Despite that, the episode isn’t a straight homage. The show also features its own storyline that does not really mirror the plot in either movie. Lassiter moves into a new condo, and when he does, strange things start happening, so Shawn and Gus decide to investigate. The episode involves Lassiter’s new and very eccentric neighbors instead of ghosts or mysterious entities, because, like every Psych episode, there is eventually a logical explanation for every hilarious mystery.
8 100 Clues
Season 7, Episode 5
There’s a lot of moving parts in the episode, but they all manage to work.
For its 100th episode, Psych had to do something really special, like give an homage to one of the funniest murder mysteries of all time. Aptly named “100 Clues,” the episode is a send-up of the cult comedy classic Clue, which was inspired by the board game of the same name. The episode even brings in several actors from Clue who get to take on roles that make fun of their original parts in the movie.

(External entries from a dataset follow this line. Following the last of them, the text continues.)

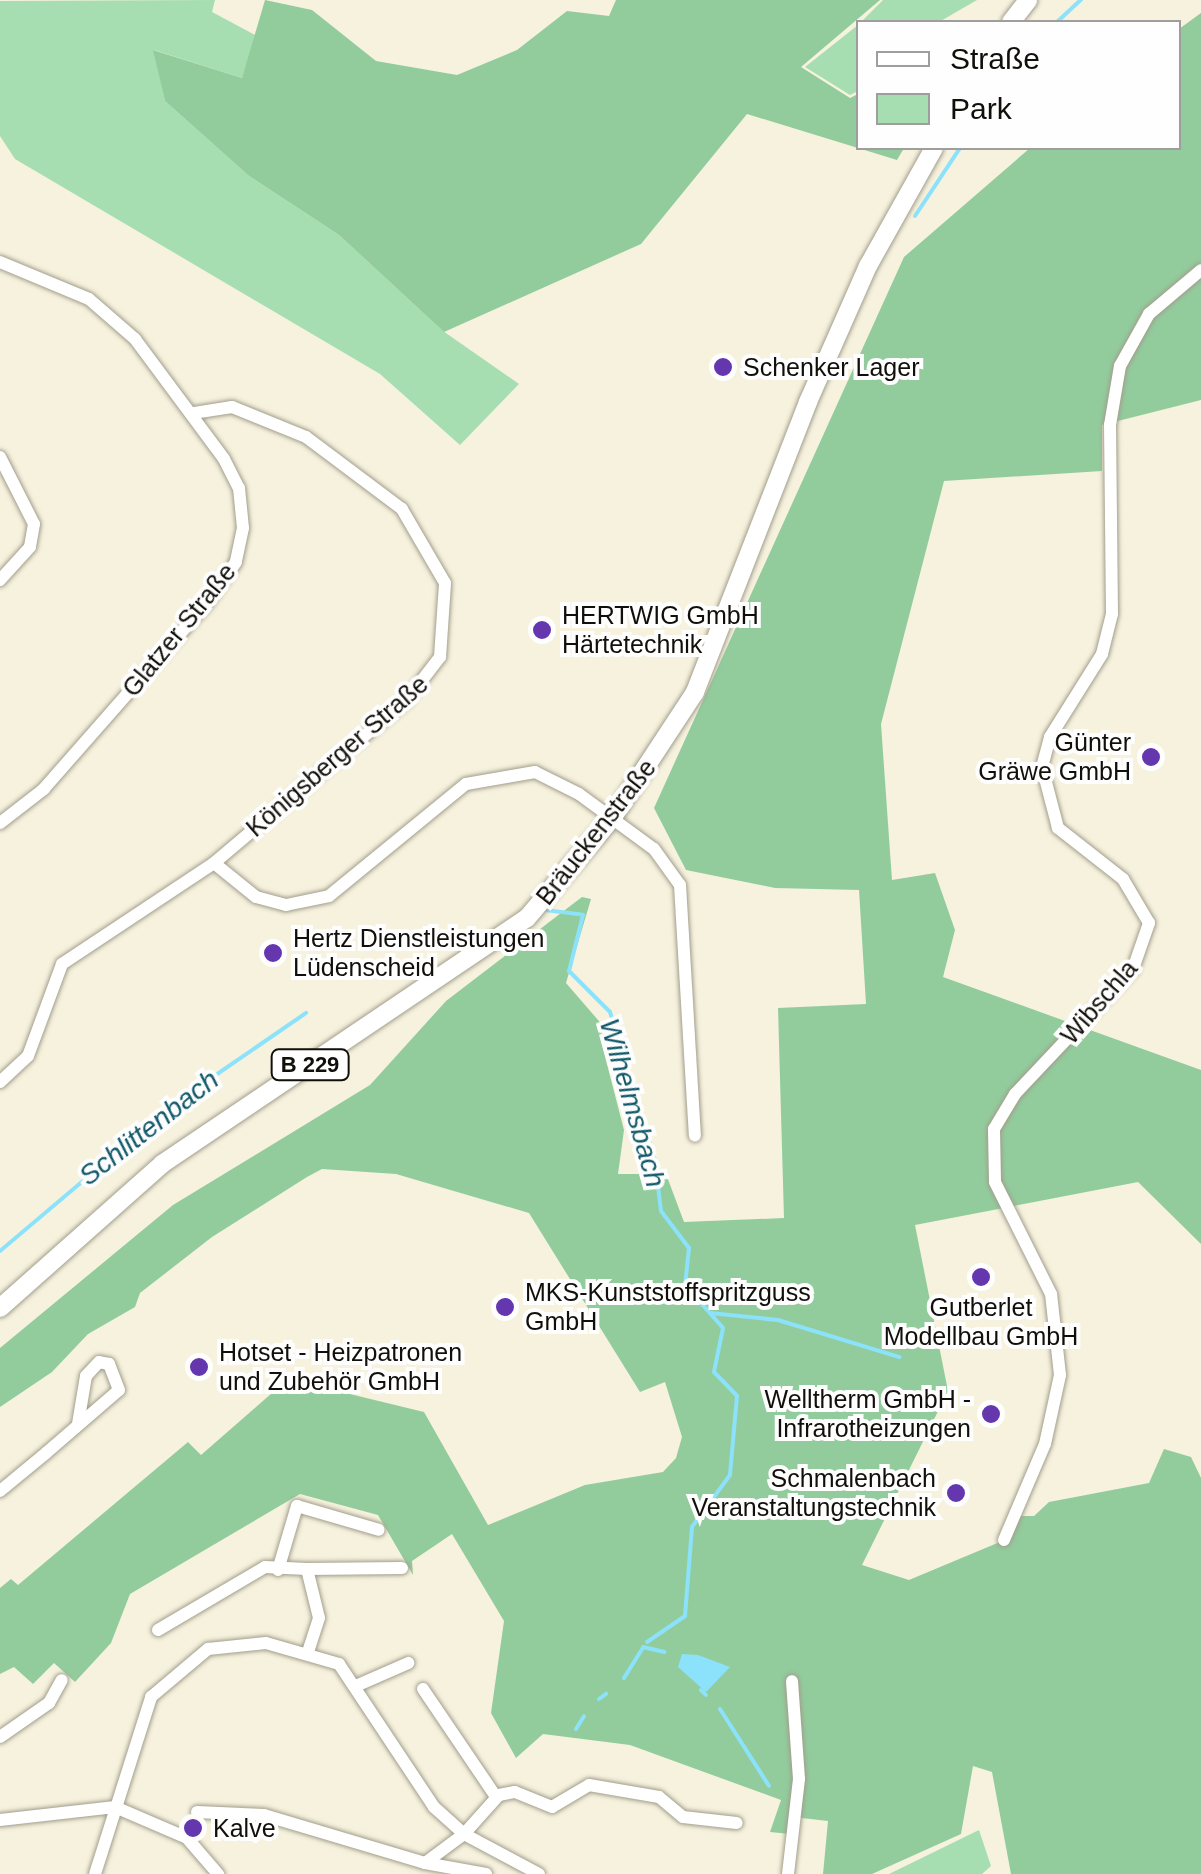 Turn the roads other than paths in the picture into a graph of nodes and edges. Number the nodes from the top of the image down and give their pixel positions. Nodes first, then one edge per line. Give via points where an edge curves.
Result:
1 (1028, 0) edge
2 (1013, 20) edge
3 (933, 150) edge
4 (0, 262) edge
5 (1201, 270) edge
6 (194, 412) junction
7 (0, 457) edge
8 (18, 486) junction
9 (0, 489) edge
10 (0, 580) edge
11 (612, 817) junction
12 (0, 822) edge
13 (214, 863) junction
14 (0, 1082) edge
15 (695, 1136) dead end
16 (0, 1308) edge
17 (78, 1424) junction
18 (0, 1490) edge
19 (379, 1530) dead end
20 (1004, 1540) dead end
21 (402, 1568) dead end
22 (307, 1569) junction
23 (278, 1570) junction
24 (158, 1630) dead end
25 (308, 1650) junction
26 (408, 1664) dead end
27 (62, 1680) dead end
28 (792, 1681) dead end
29 (358, 1684) junction
30 (424, 1689) dead end
31 (0, 1737) edge
32 (496, 1798) junction
33 (115, 1807) junction
34 (197, 1812) dead end
35 (0, 1820) edge
36 (737, 1823) dead end
37 (464, 1834) junction
38 (426, 1863) junction
39 (95, 1874) edge
40 (218, 1874) edge
41 (486, 1874) edge
42 (538, 1874) edge
43 (788, 1874) edge

1 - 2 main road
3 - 11 main road, Bräuckenstraße / B 229 via 868,266 808,402 694,692
4 - 6 street, Glatzer Straße via 89,299 135,340
5 - 20 street, Wibschla via 1149,314 1120,366 1110,425 1112,614 1102,654 1050,737 1042,767 1058,828 1123,878 1149,923 1134,969 1015,1094 994,1128 995,1182 1051,1294 1060,1375 1046,1444
6 - 12 street, Glatzer Straße via 239,488 236,562 74,757
6 - 13 street, Königsberger Straße via 232,406 292,431 383,492 422,535 445,583 448,622 426,682
7 - 8 street
8 - 9 street
8 - 10 street via 32,510 33,534
11 - 13 street via 536,772 511,772 450,791 329,896 270,904
11 - 15 street via 669,863 680,886
11 - 16 main road, Bräuckenstraße / B 229 via 526,918 162,1164
13 - 14 street, Königsberger Straße via 62,964 28,1056
17 - 17 street via 119,1390 110,1364 99,1362 86,1376
17 - 18 street
19 - 23 street via 298,1506
21 - 22 street
22 - 23 street
22 - 25 street via 319,1618
23 - 24 street via 265,1567
25 - 29 street
25 - 33 street via 238,1645 185,1663 144,1712
26 - 29 street
27 - 31 street via 49,1703
28 - 43 street via 800,1779
29 - 37 street via 422,1791
30 - 32 street
32 - 36 street via 515,1792 552,1808 589,1784 659,1797 683,1817
32 - 37 street
33 - 35 street
33 - 39 street
33 - 40 street via 186,1838
34 - 38 street via 264,1815
37 - 38 street
37 - 42 street
38 - 41 street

Not only does the episode set its mystery in a mansion full of suspects, but it also has fun with multiple endings. The episode involves such fun aspects of the mystery as a panther on the loose, an aging rockstar, and a dead body hidden in a freezer. There’s a lot of moving parts in the episode, but they all manage to work.
7 Office Space
Season 7, Episode 11
“Office Space” might have one of the best crime scene openings in the entire series. When Gus shows up to ask Shawn for help in the middle of the night because he stumbled across a crime scene, Shawn decides to help him remove all evidence that he was ever there so he won’t become a suspect. What follows is the two of them making every single mistake in the book and then attempting to clean it all up before the detectives get there to investigate. That is worth watching the episode alone.

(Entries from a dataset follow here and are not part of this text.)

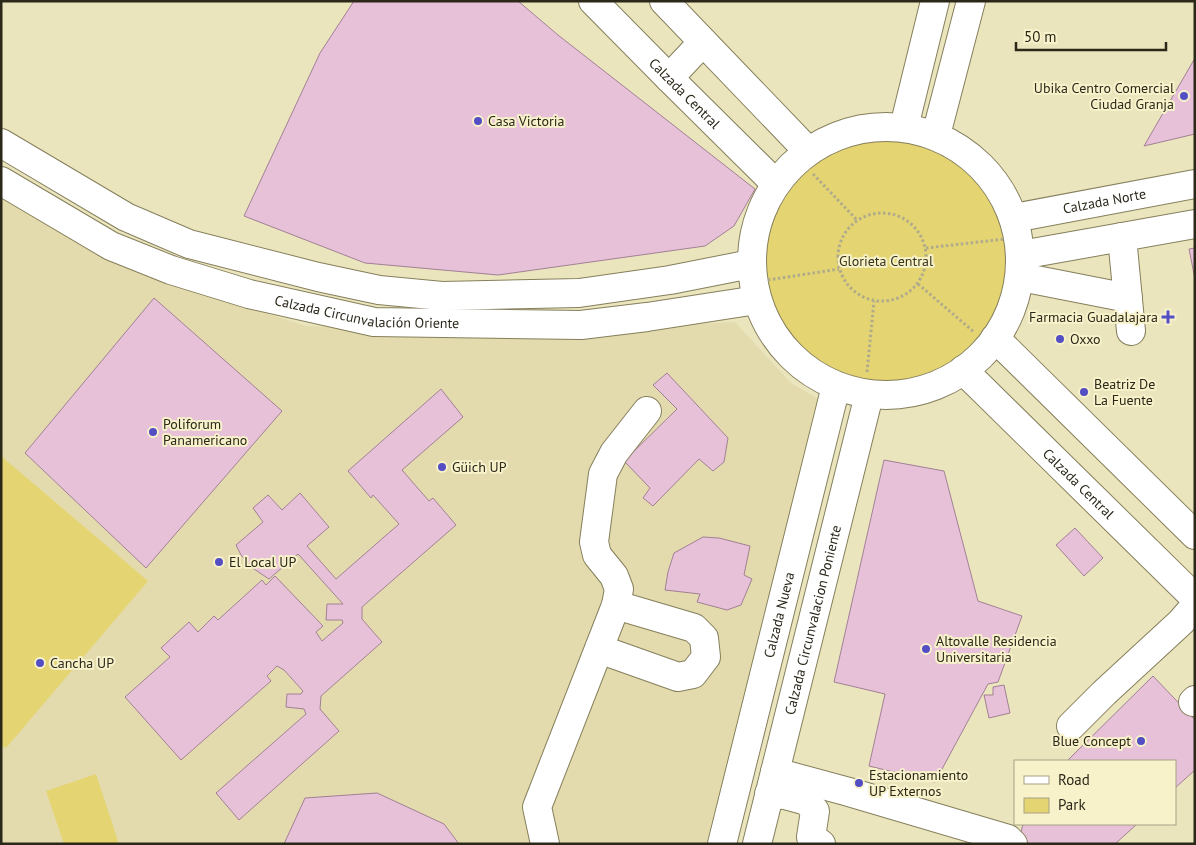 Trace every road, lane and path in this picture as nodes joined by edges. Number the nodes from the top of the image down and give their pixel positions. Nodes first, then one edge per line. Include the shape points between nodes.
1 (594, 1) edge
2 (664, 1) edge
3 (936, 1) edge
4 (971, 1) edge
5 (703, 42) junction
6 (669, 78) junction
7 (904, 127) junction
8 (936, 135) junction
9 (1, 143) edge
10 (803, 155) junction
11 (1, 181) edge
12 (776, 184) junction
13 (1195, 184) edge
14 (79, 190) junction
15 (62, 217) junction
16 (857, 220) junction
17 (1195, 224) edge
18 (169, 235) junction
19 (1122, 237) junction
20 (1018, 247) junction
21 (926, 248) junction
22 (159, 264) junction
23 (839, 269) junction
24 (754, 282) junction
25 (918, 284) junction
26 (379, 290) junction
27 (1128, 298) junction
28 (874, 301) junction
29 (374, 322) junction
30 (1131, 331) dead end
31 (992, 342) junction
32 (963, 370) junction
33 (836, 386) junction
34 (867, 394) junction
35 (647, 411) dead end
36 (1195, 534) edge
37 (1195, 598) edge
38 (616, 605) junction
39 (1195, 606) edge
40 (599, 649) junction
41 (1071, 726) dead end
42 (772, 783) junction
43 (823, 785) junction
44 (815, 811) junction
45 (545, 844) edge
46 (722, 844) edge
47 (757, 844) edge
48 (821, 844) edge
49 (1013, 844) edge

1 - 6 street, Calzada Central
2 - 5 street
3 - 7 street
4 - 8 street
5 - 6 street
5 - 10 street
6 - 12 street, Calzada Central
7 - 8 street
7 - 10 street via 870,127 838,135
8 - 20 street via 976,160 996,184 1005,197
9 - 14 street, Calzada Circunvalación Oriente
10 - 12 street
10 - 16 path
11 - 15 street, Calzada Circunvalación Oriente
12 - 24 street via 762,208 754,236
13 - 20 street, Calzada Norte
14 - 15 street
14 - 18 street, Calzada Circunvalación Oriente via 126,217
15 - 22 street, Calzada Circunvalación Oriente via 111,246
16 - 21 path via 873,213 891,213 907,220 920,232
16 - 23 path via 844,233 838,251
17 - 19 street
18 - 22 street
18 - 26 street, Calzada Circunvalación Oriente via 189,244
19 - 20 street
19 - 27 street
20 - 21 path
20 - 27 street
20 - 31 street via 1010,313
21 - 25 path via 926,267
22 - 29 street, Calzada Circunvalación Oriente via 249,294
23 - 24 path
23 - 28 path via 846,284 858,295
24 - 26 street, Calzada Circunvalación Oriente via 670,280 579,293 442,296
24 - 29 street, Calzada Circunvalación Oriente via 647,317 582,325
24 - 33 street via 767,325 782,347 801,366
25 - 28 path via 905,295 890,301
25 - 31 path
26 - 29 street
27 - 30 street
28 - 34 path
31 - 32 street
31 - 36 street
32 - 34 street via 934,386 902,394
32 - 37 street, Calzada Central
33 - 34 street
33 - 46 street, Calzada Nueva
34 - 42 street, Calzada Circunvalacion Poniente
35 - 38 street via 614,453 603,474 594,542 597,555 614,576 619,589
38 - 40 street
38 - 40 street via 694,628 704,638 706,657 694,674 678,677
39 - 41 street
40 - 45 street via 537,807
42 - 43 street
42 - 44 street via 785,795 806,801
42 - 47 street, Calzada Circunvalacion Poniente
43 - 44 street
43 - 49 street via 1008,839
44 - 48 street via 811,837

What “Office Space” does is allow the audience a glimpse into the world of Gus’s other job. Helping Shawn with the detective business is something he’s supposed to be doing in his spare time, but now, it might save him from being implicated in a crime he didn’t commit since the crime scene is at his place of employment and the victim is his boss. Shawn and Gus have to actually stay multiple steps ahead of the police to keep themselves out of hot water and catch the bad guy.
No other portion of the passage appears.